WHAT YOU ARE ASKED TO DO: Using only the entries below, copy exactly the lines that begin at the one with "middle pip: (1311, 997)" and end at the one with "pinky pip: (398, 362)", both included. Drop the pictures.

DATASET RECORDS:
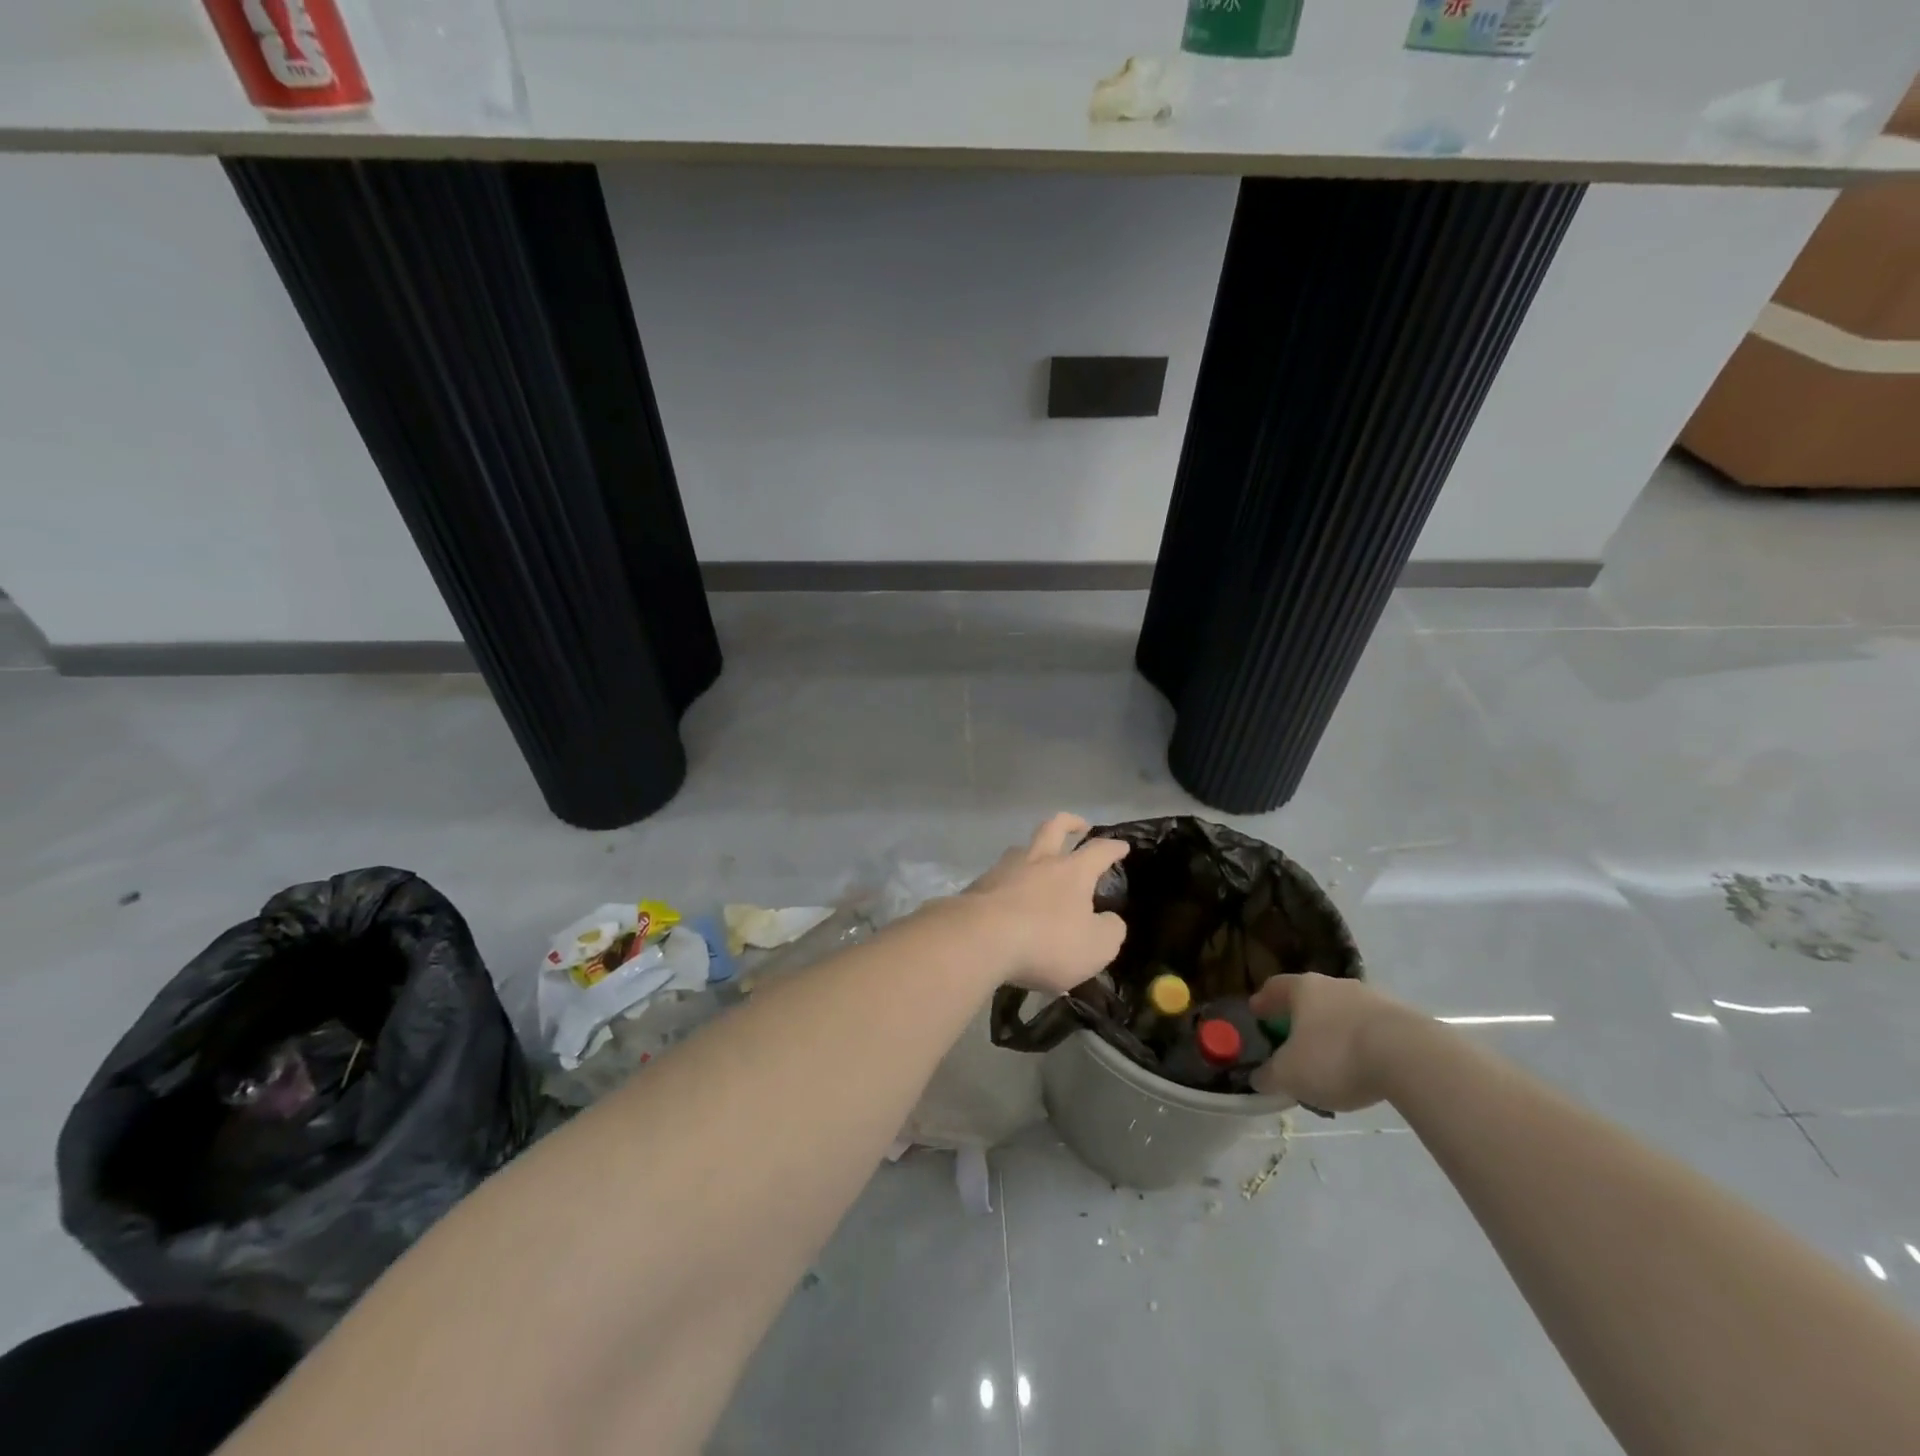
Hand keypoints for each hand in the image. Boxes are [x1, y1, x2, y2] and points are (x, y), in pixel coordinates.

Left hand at [963, 813, 1128, 994]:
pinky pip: (998, 875)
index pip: (1099, 850)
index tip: (1121, 845)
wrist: (979, 939)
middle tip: (1079, 826)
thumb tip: (1110, 920)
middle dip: (1070, 822)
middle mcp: (1038, 860)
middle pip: (1054, 827)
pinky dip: (1008, 880)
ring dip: (1034, 849)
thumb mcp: (1096, 947)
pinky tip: (1008, 895)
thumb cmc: (1047, 941)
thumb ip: (1110, 931)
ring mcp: (1004, 869)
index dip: (1113, 847)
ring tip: (1038, 861)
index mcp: (1072, 871)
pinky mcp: (978, 886)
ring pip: (1021, 848)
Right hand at [1248, 973, 1423, 1110]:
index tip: (1256, 1013)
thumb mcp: (1291, 1075)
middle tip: (1293, 1039)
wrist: (1411, 1058)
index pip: (1275, 987)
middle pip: (1311, 997)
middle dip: (1301, 1017)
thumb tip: (1258, 1079)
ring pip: (1344, 1013)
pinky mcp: (1404, 1019)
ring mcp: (1373, 999)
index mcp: (1304, 989)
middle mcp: (1336, 985)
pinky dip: (1363, 1044)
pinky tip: (1365, 1068)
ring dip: (1334, 1031)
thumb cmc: (1336, 1057)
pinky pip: (1372, 1030)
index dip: (1263, 1001)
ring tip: (1332, 1060)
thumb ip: (1270, 1076)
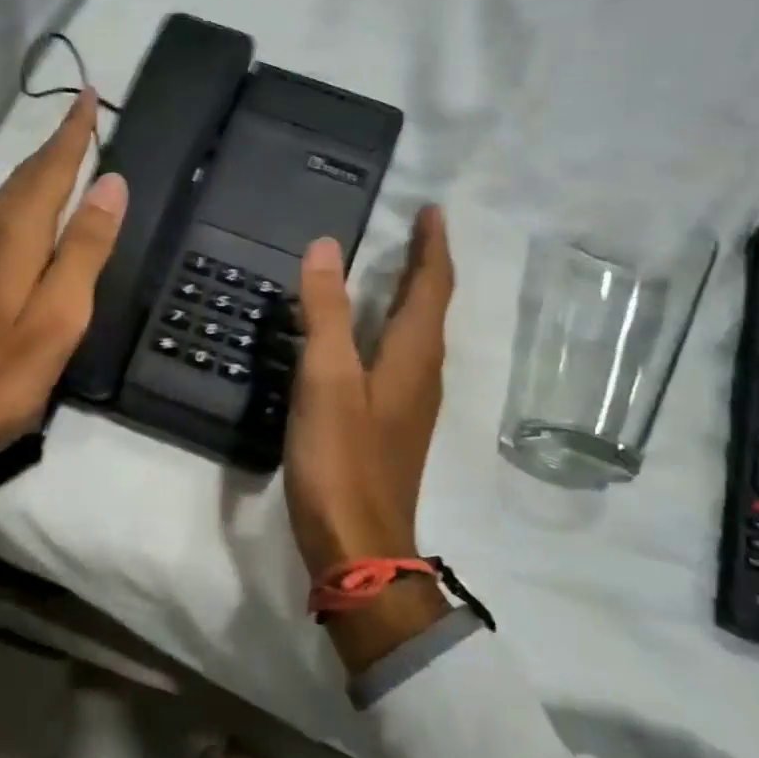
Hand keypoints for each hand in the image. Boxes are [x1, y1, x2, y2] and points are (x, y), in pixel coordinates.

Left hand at [0, 91, 126, 552]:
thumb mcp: (56, 319)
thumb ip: (84, 250)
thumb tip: (110, 183)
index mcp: (11, 236)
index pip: (49, 168)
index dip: (73, 132)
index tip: (89, 94)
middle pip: (24, 178)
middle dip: (56, 147)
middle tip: (85, 121)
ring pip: (6, 199)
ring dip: (38, 174)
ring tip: (67, 160)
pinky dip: (22, 206)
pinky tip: (30, 219)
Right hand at [284, 206, 455, 670]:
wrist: (359, 547)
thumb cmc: (342, 461)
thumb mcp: (327, 380)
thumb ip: (326, 313)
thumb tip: (328, 246)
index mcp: (412, 357)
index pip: (431, 286)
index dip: (432, 246)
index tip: (431, 210)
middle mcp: (421, 376)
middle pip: (430, 309)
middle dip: (425, 267)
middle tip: (410, 234)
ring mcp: (408, 406)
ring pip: (416, 338)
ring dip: (409, 300)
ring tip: (390, 274)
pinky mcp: (390, 429)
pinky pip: (398, 362)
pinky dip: (388, 333)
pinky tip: (364, 341)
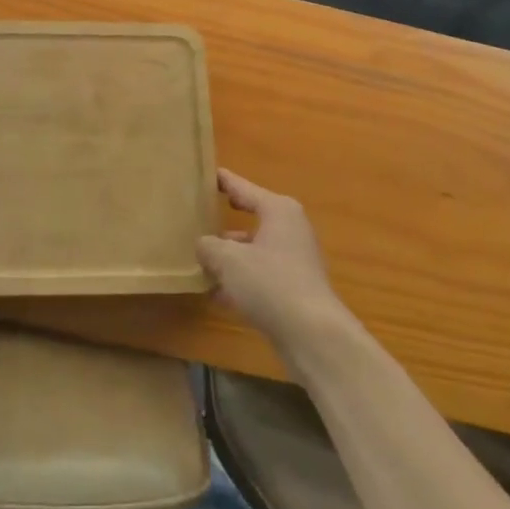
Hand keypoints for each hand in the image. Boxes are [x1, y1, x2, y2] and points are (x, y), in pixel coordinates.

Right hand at [197, 169, 348, 350]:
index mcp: (278, 210)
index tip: (204, 173)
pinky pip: (260, 276)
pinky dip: (240, 281)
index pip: (243, 187)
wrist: (313, 335)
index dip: (222, 181)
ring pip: (253, 250)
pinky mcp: (295, 288)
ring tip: (199, 262)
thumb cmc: (270, 283)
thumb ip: (209, 246)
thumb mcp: (229, 260)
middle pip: (250, 218)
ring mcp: (295, 260)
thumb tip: (204, 245)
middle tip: (196, 217)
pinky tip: (216, 295)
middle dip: (223, 223)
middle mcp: (290, 229)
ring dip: (229, 257)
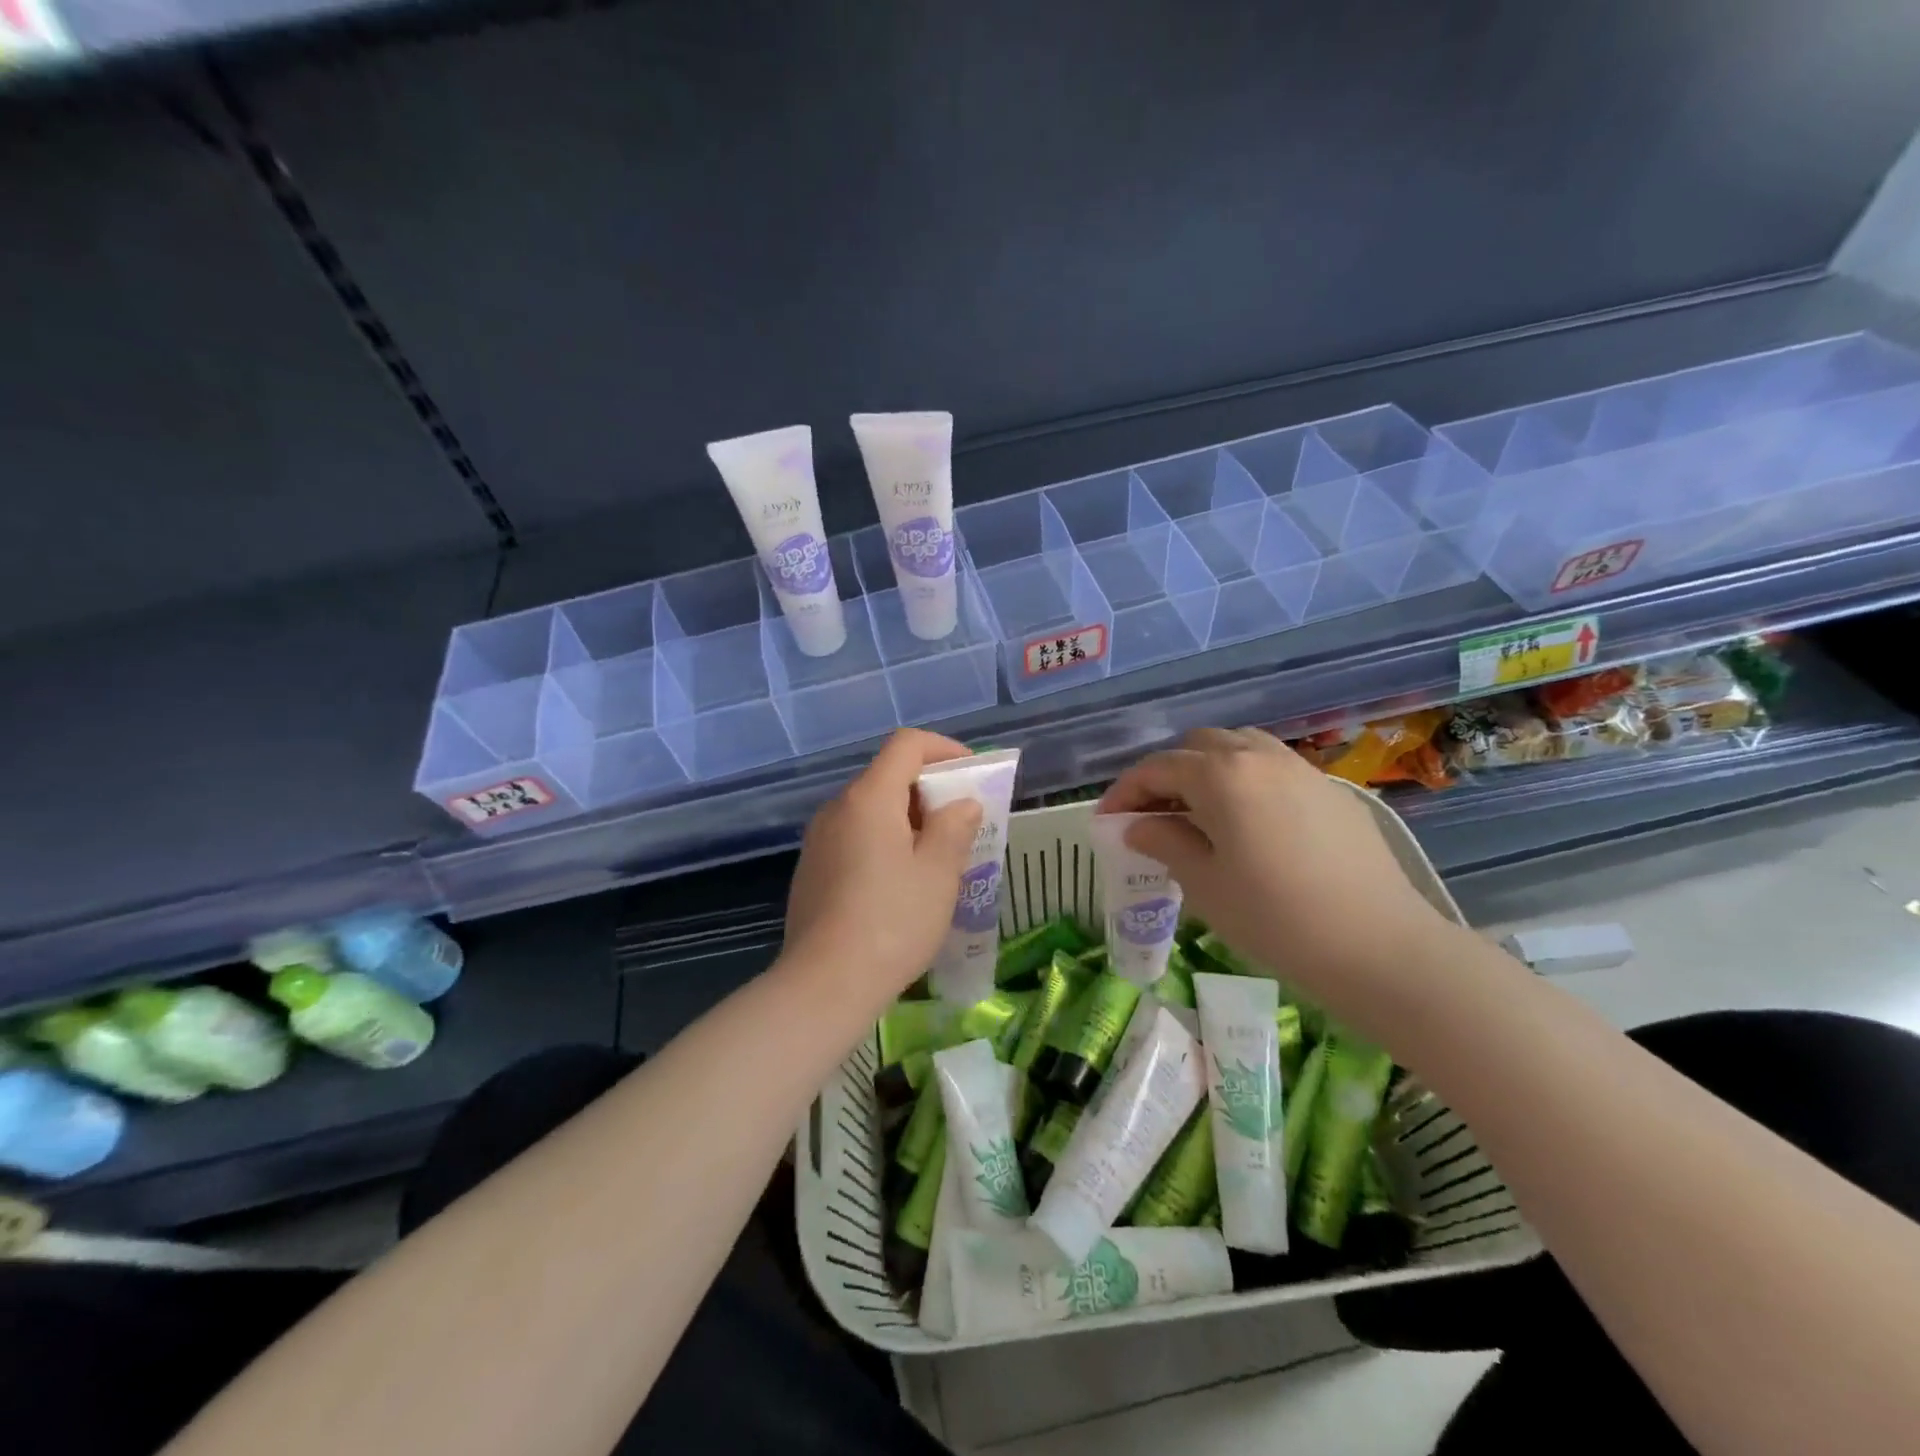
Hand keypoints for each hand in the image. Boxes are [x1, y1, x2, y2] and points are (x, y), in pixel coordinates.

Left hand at [784, 729, 982, 1003]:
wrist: (824, 984)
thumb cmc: (892, 922)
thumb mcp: (938, 873)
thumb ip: (954, 828)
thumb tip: (961, 804)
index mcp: (868, 798)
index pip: (906, 745)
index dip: (944, 749)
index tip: (972, 775)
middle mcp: (837, 808)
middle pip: (887, 776)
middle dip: (929, 790)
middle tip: (962, 823)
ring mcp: (818, 840)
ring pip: (870, 810)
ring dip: (907, 819)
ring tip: (936, 857)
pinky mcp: (811, 870)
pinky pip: (854, 837)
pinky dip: (883, 842)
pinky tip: (899, 884)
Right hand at [1099, 727, 1458, 1034]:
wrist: (1380, 948)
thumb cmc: (1276, 919)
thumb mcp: (1204, 884)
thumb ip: (1164, 842)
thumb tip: (1137, 826)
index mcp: (1221, 775)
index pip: (1157, 768)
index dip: (1125, 792)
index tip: (1107, 821)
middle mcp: (1259, 756)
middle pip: (1198, 747)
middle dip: (1166, 775)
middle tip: (1152, 816)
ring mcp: (1301, 769)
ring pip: (1240, 748)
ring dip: (1208, 770)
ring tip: (1198, 812)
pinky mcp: (1331, 791)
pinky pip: (1274, 768)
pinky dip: (1246, 781)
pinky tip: (1249, 823)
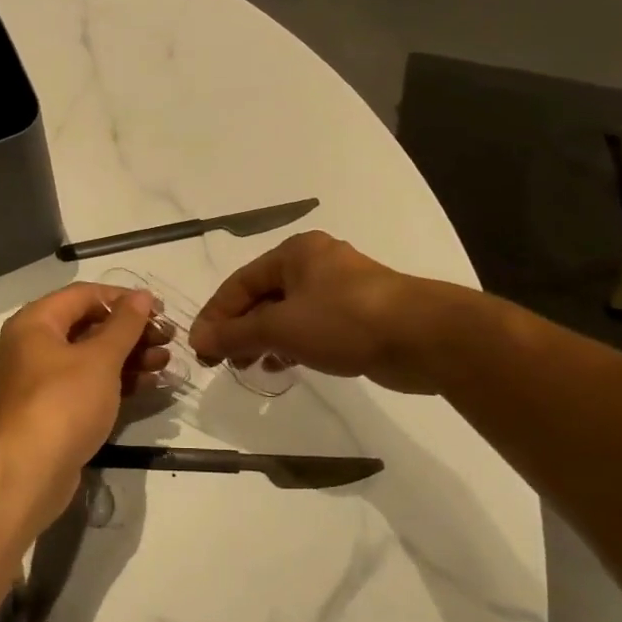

RESULT FOR THIS EXERCISE:
middle pip: (1311, 997)
middle dip: (1301, 1017)
thumb tip: (1258, 1079)
ring pip: (1344, 1013)
pinky mcp: (1404, 1019)
ring mcp: (1373, 999)
index mcp: (1304, 989)
middle mcp: (1336, 985)
pinky dip: (1363, 1044)
pinky tip: (1365, 1068)
ring dip: (1334, 1031)
thumb cmc: (1336, 1057)
pinky pip: (1372, 1030)
index dip: (1263, 1001)
ring tip: (1332, 1060)
thumb ip: (1270, 1076)
Hand keypoints for each hand in the image. Boxes are [x1, y1, x2, y2] and points are (x, y), in pixel coordinates.

Left hand at [0, 91, 126, 552]:
thumb mcp: (56, 319)
thumb ip: (84, 250)
thumb tip: (110, 183)
index mcp: (11, 236)
index pip: (49, 168)
index dip: (73, 132)
index tip: (89, 94)
middle pip: (24, 178)
middle dip: (56, 147)
middle tip: (85, 121)
ring pip: (6, 199)
ring dip: (38, 174)
ring tip: (67, 160)
pinky dip: (22, 206)
pinky tip: (30, 219)
Right hand at [284, 206, 455, 670]:
wrist: (359, 547)
thumb cmc: (342, 461)
thumb mcp: (327, 380)
thumb ip: (326, 313)
thumb tip: (328, 246)
index mcp: (412, 357)
index pip: (431, 286)
index dip: (432, 246)
index tip: (431, 210)
middle mcp: (421, 376)
middle pip: (430, 309)
middle dip: (425, 267)
middle tip: (410, 234)
ring mcp: (408, 406)
ring pip: (416, 338)
ring dip: (409, 300)
ring tip: (390, 274)
pinky mcp: (390, 429)
pinky pip: (398, 362)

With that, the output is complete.